Zur letzten Sitzung des Jahres gehört dann schließlich auch ein kurzer Rückblick aufs fast vergangene Jahr. Das wollte Ganser eigentlich mit weniger Investitionen angehen, ist aber dennoch zufrieden, schließlich sei das Jahr erfolgreich gewesen. "Wir machen schon brutal viel in Hülben, wir haben auch viele Sonderprojekte", sagte Ganser. Sein Lob ging auch an den Gemeinderat, der immer sachlich, kritisch, nie laut und nie unfair diskutiert habe.

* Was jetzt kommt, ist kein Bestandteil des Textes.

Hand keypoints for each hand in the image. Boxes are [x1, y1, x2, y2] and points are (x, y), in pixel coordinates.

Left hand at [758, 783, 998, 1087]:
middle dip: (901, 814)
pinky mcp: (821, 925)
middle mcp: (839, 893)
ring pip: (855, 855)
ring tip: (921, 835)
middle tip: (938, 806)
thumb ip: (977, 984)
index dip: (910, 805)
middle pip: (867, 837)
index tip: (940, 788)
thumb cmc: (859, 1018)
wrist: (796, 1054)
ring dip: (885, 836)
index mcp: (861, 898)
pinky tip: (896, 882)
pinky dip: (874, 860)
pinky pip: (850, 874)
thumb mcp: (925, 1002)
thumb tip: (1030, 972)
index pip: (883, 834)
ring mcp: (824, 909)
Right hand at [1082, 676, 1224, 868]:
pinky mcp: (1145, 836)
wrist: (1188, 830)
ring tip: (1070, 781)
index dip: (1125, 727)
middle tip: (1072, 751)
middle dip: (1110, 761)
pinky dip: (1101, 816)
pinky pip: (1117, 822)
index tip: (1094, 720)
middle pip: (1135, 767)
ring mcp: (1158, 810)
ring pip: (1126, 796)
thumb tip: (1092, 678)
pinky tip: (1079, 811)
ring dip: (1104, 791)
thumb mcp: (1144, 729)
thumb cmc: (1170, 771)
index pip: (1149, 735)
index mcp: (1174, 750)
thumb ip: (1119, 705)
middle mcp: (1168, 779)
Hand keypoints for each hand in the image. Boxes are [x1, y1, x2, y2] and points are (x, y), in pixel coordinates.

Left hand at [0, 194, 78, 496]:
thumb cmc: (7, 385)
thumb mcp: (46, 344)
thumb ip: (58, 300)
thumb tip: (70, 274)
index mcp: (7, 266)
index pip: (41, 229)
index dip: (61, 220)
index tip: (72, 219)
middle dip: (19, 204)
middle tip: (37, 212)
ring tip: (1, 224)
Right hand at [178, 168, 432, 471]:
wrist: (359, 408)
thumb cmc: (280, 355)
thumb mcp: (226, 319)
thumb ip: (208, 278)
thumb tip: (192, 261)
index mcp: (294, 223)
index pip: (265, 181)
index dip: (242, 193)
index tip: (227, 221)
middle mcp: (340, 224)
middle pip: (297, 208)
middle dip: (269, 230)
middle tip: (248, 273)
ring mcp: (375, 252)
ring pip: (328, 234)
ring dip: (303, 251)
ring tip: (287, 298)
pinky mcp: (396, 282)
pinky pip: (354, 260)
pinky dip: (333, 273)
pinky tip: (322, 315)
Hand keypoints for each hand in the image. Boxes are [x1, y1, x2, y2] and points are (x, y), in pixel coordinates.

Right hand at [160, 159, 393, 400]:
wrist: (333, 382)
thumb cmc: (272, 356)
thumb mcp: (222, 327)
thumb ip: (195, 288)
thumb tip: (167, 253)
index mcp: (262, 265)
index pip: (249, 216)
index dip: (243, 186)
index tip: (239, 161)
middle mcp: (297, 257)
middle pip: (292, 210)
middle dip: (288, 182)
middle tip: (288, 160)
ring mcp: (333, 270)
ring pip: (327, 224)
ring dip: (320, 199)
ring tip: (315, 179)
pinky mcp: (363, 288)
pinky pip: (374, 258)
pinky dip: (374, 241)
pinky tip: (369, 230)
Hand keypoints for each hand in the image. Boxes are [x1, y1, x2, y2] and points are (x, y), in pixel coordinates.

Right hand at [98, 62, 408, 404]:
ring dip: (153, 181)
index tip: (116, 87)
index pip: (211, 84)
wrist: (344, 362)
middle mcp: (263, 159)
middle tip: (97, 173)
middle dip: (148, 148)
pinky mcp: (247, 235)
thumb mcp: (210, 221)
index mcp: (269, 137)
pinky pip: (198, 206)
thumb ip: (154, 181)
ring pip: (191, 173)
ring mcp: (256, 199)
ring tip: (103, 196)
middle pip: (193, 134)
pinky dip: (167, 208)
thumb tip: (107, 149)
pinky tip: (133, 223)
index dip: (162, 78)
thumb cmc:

Inzwischen empfindet auch Gemeinderat Jochen Dümmel das Gremium als Einheit, die "Neuen" hätten sich gut integriert. Sie haben zusammengehalten, obwohl schwierige Themen zu beraten waren. Zwei Themen machten dieses Jahr für ihn aus. Zum einen der Heidengraben, der über den Alltag des Gremiums hinaus gehe. Zum anderen das Thema Asyl. "Das hat uns privat und im Gremium beschäftigt und wird es weiterhin", sagte Dümmel. Die ersten Familien sind am Montag in Hülben angekommen. "Wir haben monatelang darüber gesprochen, jetzt sind sie hier", sagte Dümmel. Denen, die Zweifel hegen oder sich in ihre Ängste zurückziehen, gab er den Rat, auf die Leute zuzugehen. Denn: "Es sind Menschen hier angekommen."